El comienzo de la Liga supone un preciadísimo analgésico contra la depresión posvacacional. Para los amantes del fútbol, la temporada es un prozac que acude puntual a rescatarnos del final de un tiempo de ocio y lasitud. Mirando al panorama desolador de un invierno de trabajo y obligaciones, las jornadas ligueras asoman como un salvador oasis de distensión y entusiasmo. Los partidos de los domingos, la Champions de entre semana y los salpicados compromisos de la selección, por fin trascendentes, nos permiten no encallar del todo en el desierto de la rutina, nos dibujan un estrecho cauce por el que seguir timoneando la ilusión hasta volver a divisar el océano de las próximas vacaciones.

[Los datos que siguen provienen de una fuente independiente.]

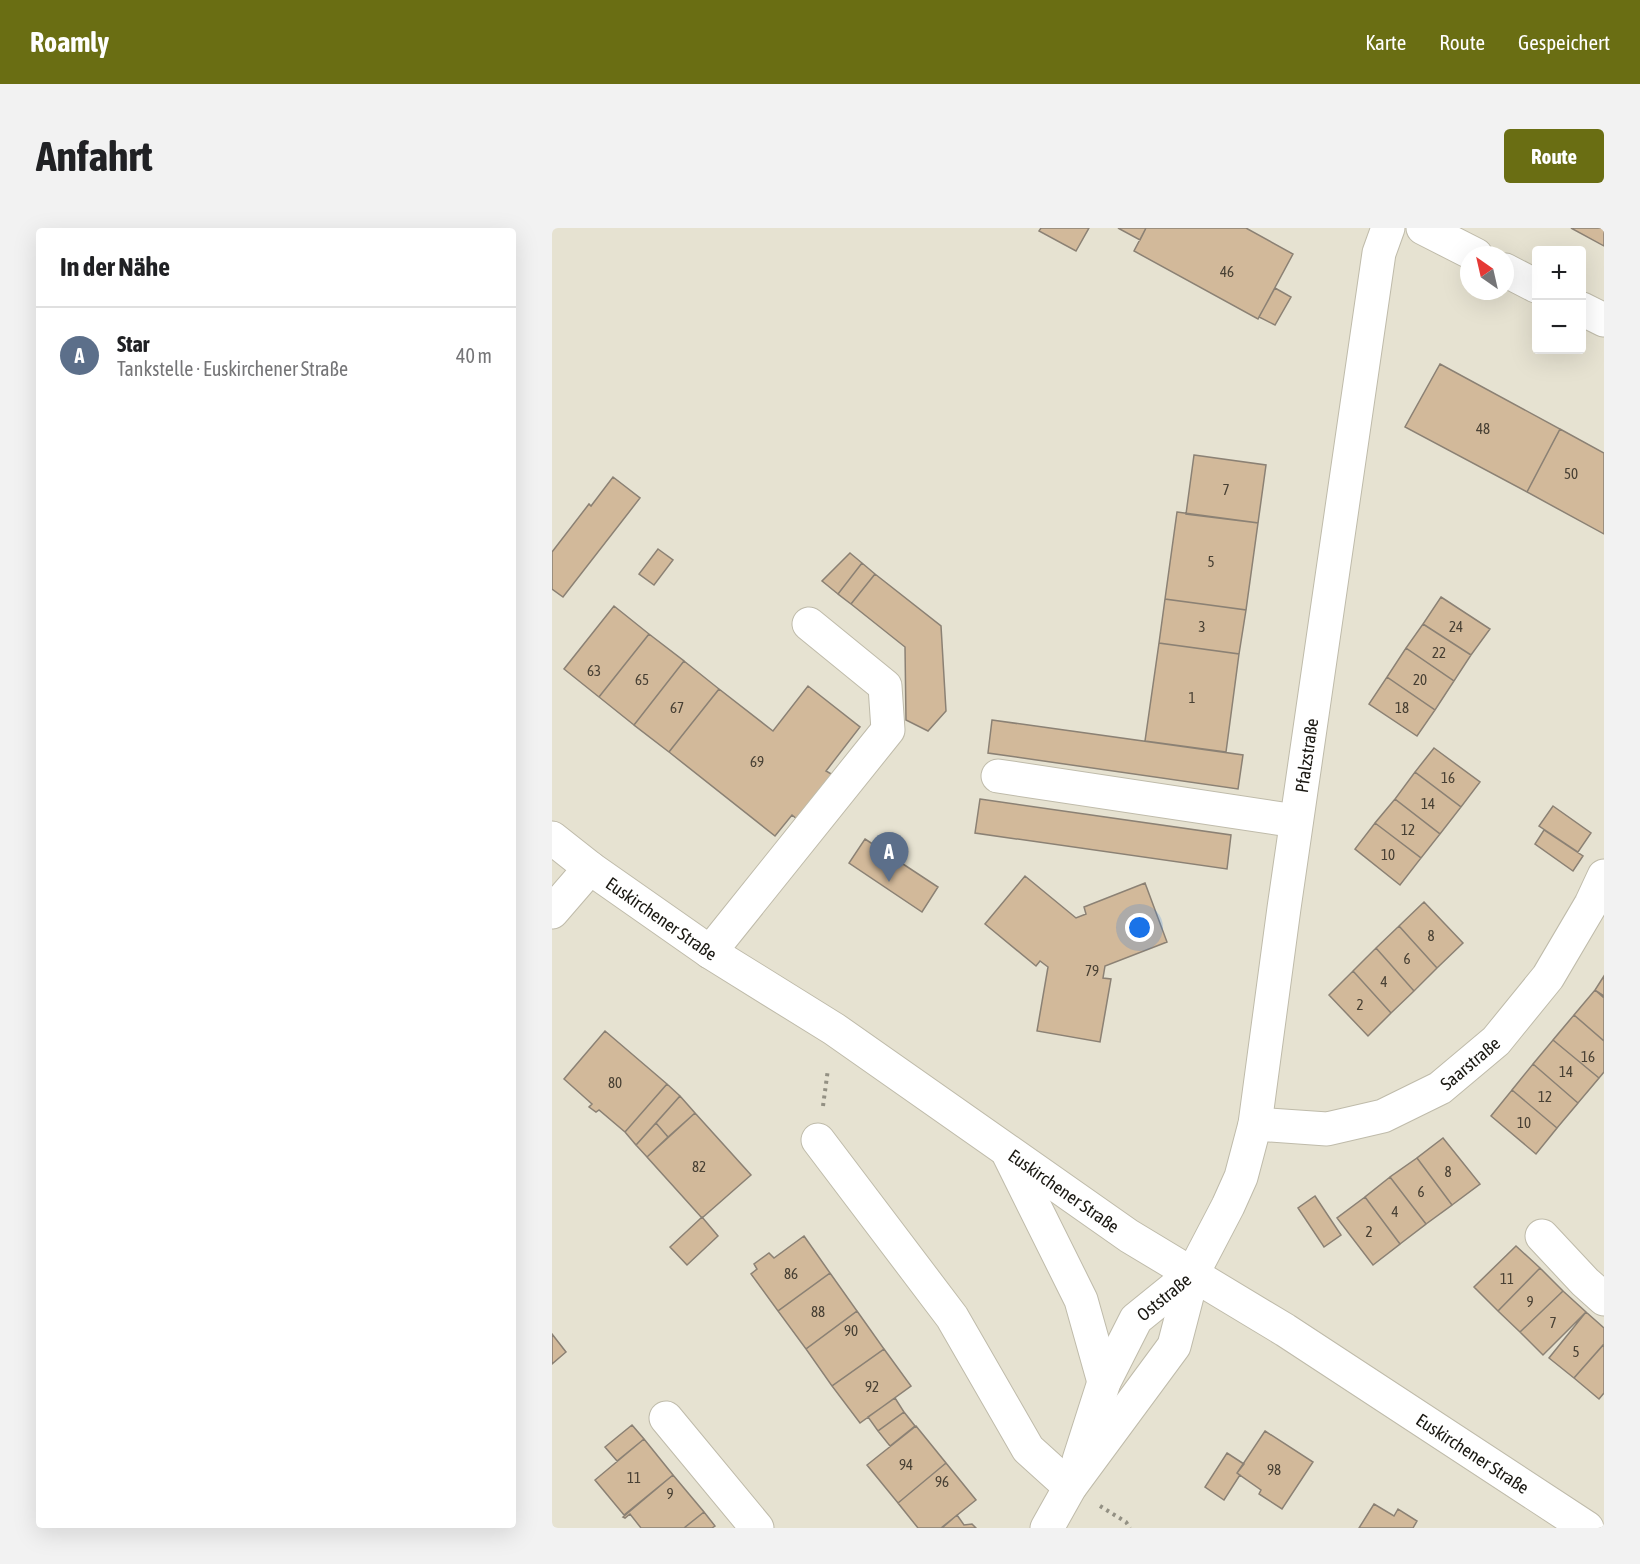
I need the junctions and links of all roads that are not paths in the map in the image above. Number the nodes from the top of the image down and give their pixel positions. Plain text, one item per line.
1 (1388, 228) edge
2 (1424, 228) edge
3 (1460, 247) edge
4 (1514, 275) edge
5 (1532, 284) edge
6 (1586, 311) edge
7 (1604, 320) edge
8 (809, 624) dead end
9 (998, 776) dead end
10 (1296, 821) junction
11 (552, 838) edge
12 (590, 868) junction
13 (1604, 876) edge
14 (552, 912) edge
15 (710, 952) junction
16 (1255, 1124) junction
17 (818, 1140) road end
18 (1007, 1151) junction
19 (1542, 1236) dead end
20 (1193, 1273) junction
21 (1604, 1299) edge
22 (1104, 1382) junction
23 (666, 1418) dead end
24 (1070, 1487) junction
25 (757, 1528) edge
26 (1047, 1528) edge
27 (1587, 1528) edge

1 - 10 street, Pfalzstraße
2 - 3 street
4 - 5 street
6 - 7 street
8 - 15 street
9 - 10 street
10 - 16 street, Pfalzstraße
11 - 12 street, Euskirchener Straße
12 - 14 street
12 - 15 street, Euskirchener Straße
13 - 16 street, Saarstraße
15 - 18 street, Euskirchener Straße
16 - 20 street, Pfalzstraße
17 - 24 street
18 - 20 street, Euskirchener Straße
18 - 22 street
19 - 21 street
20 - 22 street, Oststraße
20 - 24 street, Oststraße
20 - 27 street, Euskirchener Straße
22 - 24 street, Oststraße
23 - 25 street
24 - 26 street, Oststraße

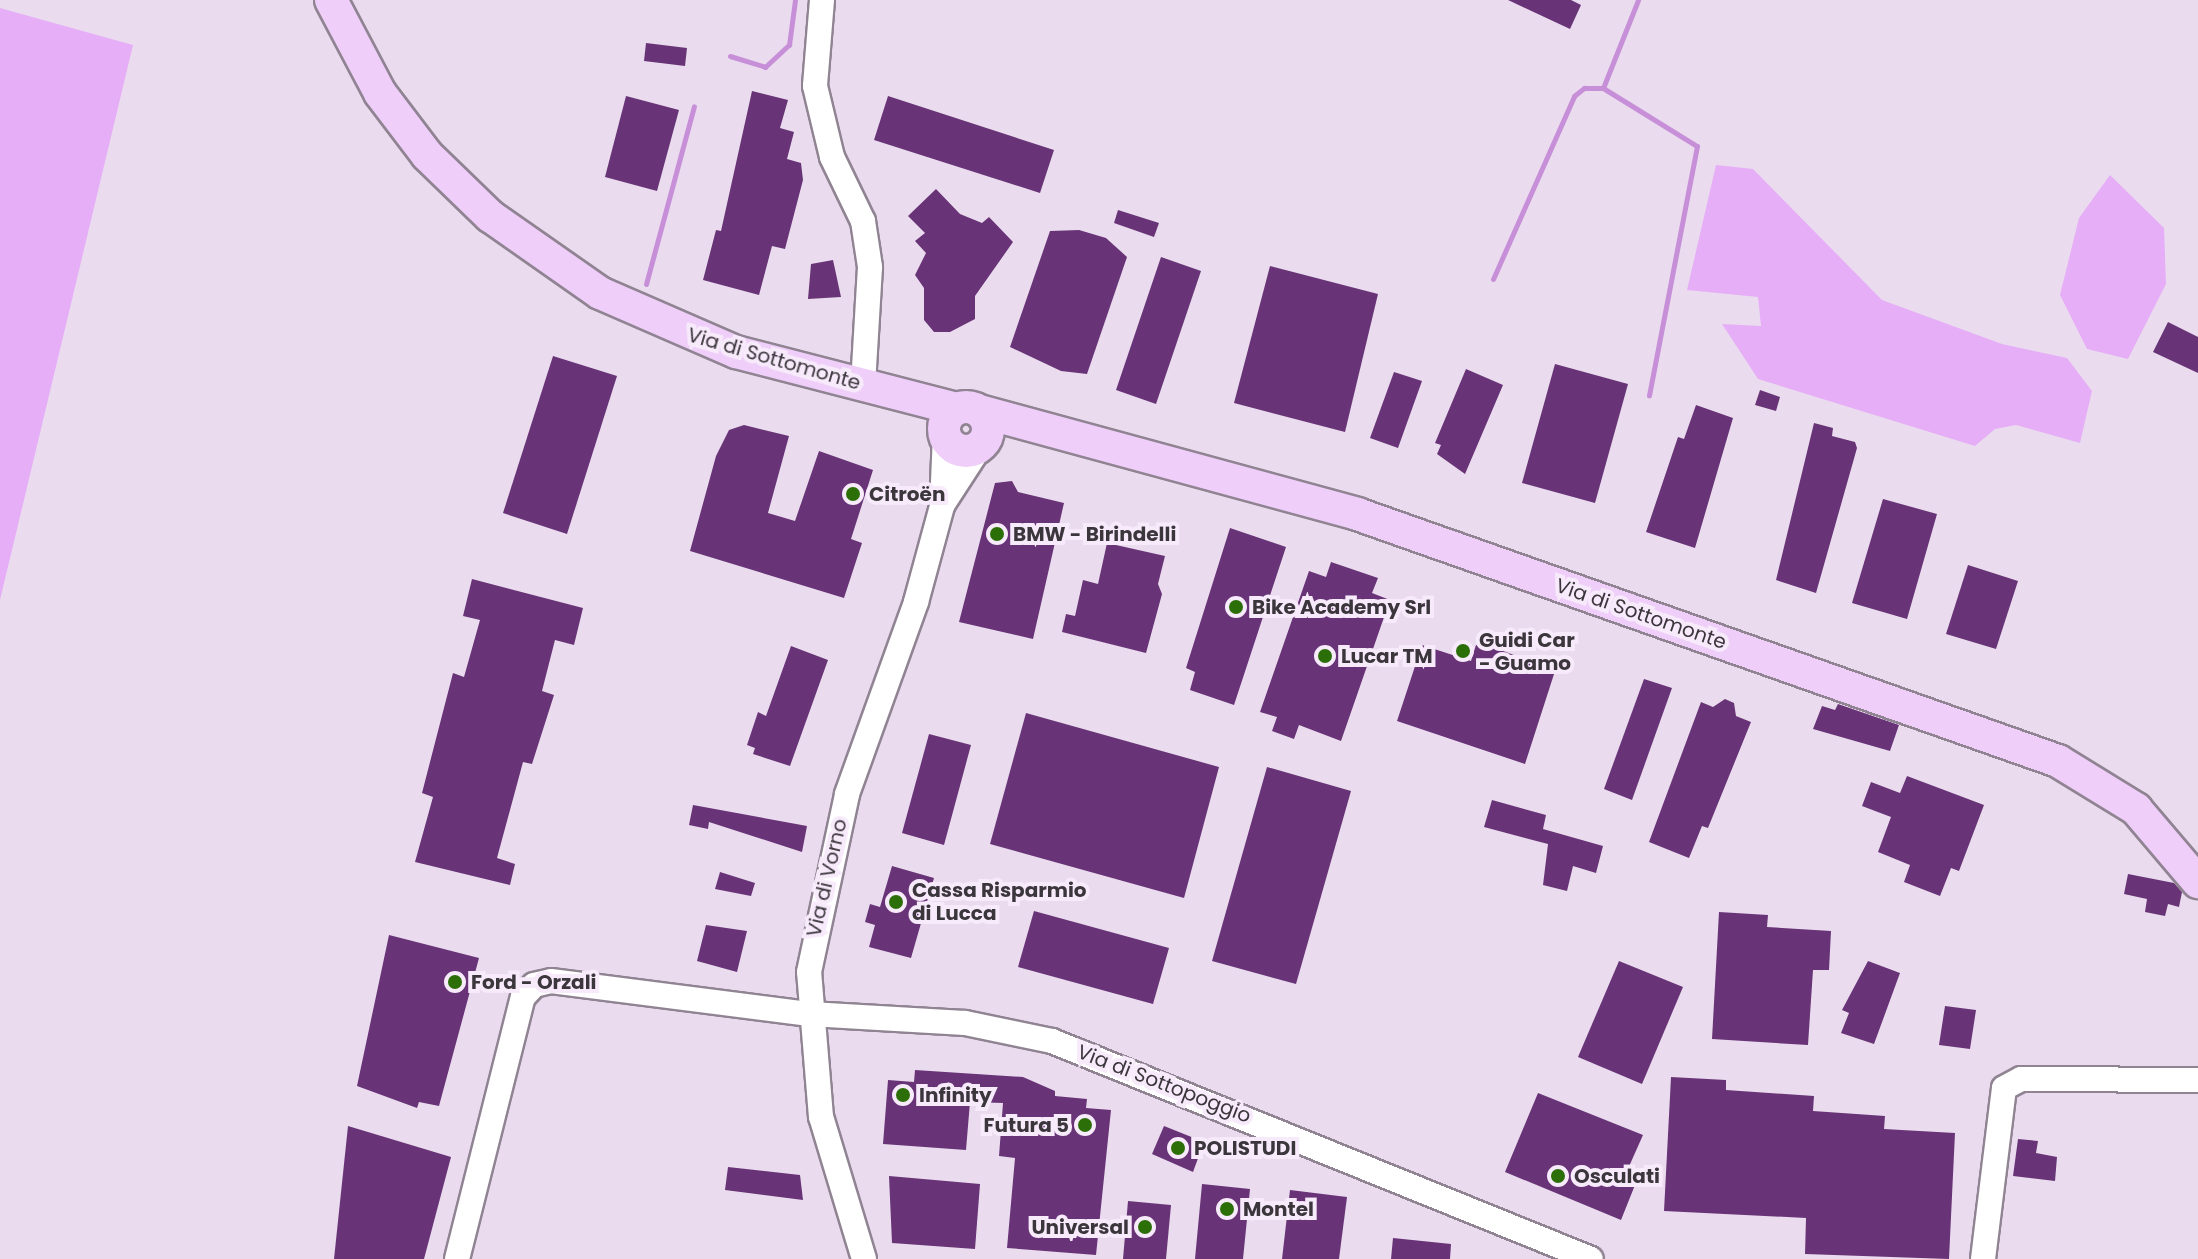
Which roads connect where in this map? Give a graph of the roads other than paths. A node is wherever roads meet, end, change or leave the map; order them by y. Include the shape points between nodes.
1 (331, 0) edge
2 (822, 0) edge
3 (872, 387) junction
4 (960, 418) junction
5 (1040, 430) junction
6 (982, 444) junction
7 (942, 506) junction
8 (2198, 882) edge
9 (810, 1014) junction
10 (2198, 1080) edge
11 (457, 1259) edge
12 (864, 1259) edge
13 (1591, 1259) edge
14 (1983, 1259) edge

El ocio estival es lo más parecido a un retorno a la infancia. El verano en el mar, el tiempo libre, la despreocupación son la metáfora de la niñez a la que, de alguna manera, volvemos todos los años. En agosto fingimos que existe todavía un tiempo junto a la orilla donde no han prendido las responsabilidades, las facturas, los hijos llorones, las corbatas. Y esa ensoñación infantil se esfuma en septiembre para todos menos para los amantes del fútbol que, a través de este deporte, prolongamos el juego de la niñez durante el otoño, el invierno y la primavera. El balón es ese amuleto de la infancia que no hemos acabado de soltar, que nos mantiene a salvo del abismo de la monotonía adulta, una boya a la que nos aferramos en estos instantes de tempestades burocráticas.

Es ahora, más que en ningún otro momento, cuando nos sentimos privilegiados por ilusionarnos con Robinho, con Bianchi, con otro Mundial. Encontramos a nuestro alrededor a esas otras personas que no gozan del fútbol y es inevitable sentir cierta compasión, no sólo porque son incapaces de aliarse con un entretenimiento, sino con una redención. Dice Valdano que el fútbol es una excusa para ser feliz. Quizá sea una de las más falsas, de las más zafias, pero hoy es más verosímil y eficaz que nunca. Es cierto que existen otros incentivos y otras alegrías capaces de iluminar el principio del curso. La esperanza de un ascenso, las nuevas series de la televisión, la colección de carros de combate... Pero nada alumbra el ánimo como los focos de un estadio.

Lo más probable es que el Real Madrid vuelva a resentirse de la descompensación en su plantilla, que el Manzanares siga salándose con las lágrimas de los atléticos, que el Geta no tenga la misma cara que el año pasado y que a Míchel, al final, le parta un rayo. Pero no importa, no importa ahora. Lo trascendente es que el comienzo de Liga acelera los corazones en un momento de colapsos circulatorios.

El deporte tiene, además, el comodín de la trivialidad. Cuando necesitamos fiarle nuestro entusiasmo, invocarlo para sortear este mes cenagoso, lo hacemos con una devoción desesperada. Sin embargo, conocemos su doble rasero, la trampilla de salida. El fútbol no es una droga por la que apostar dramáticamente, sino un placebo que, a pesar de su inocencia, nos salva, nos evade, nos transforma. Los partidos son una realidad virtual inocua pero terriblemente efectiva, éste es un fabuloso juego en el que los espectadores, en el fondo, nunca podemos perder.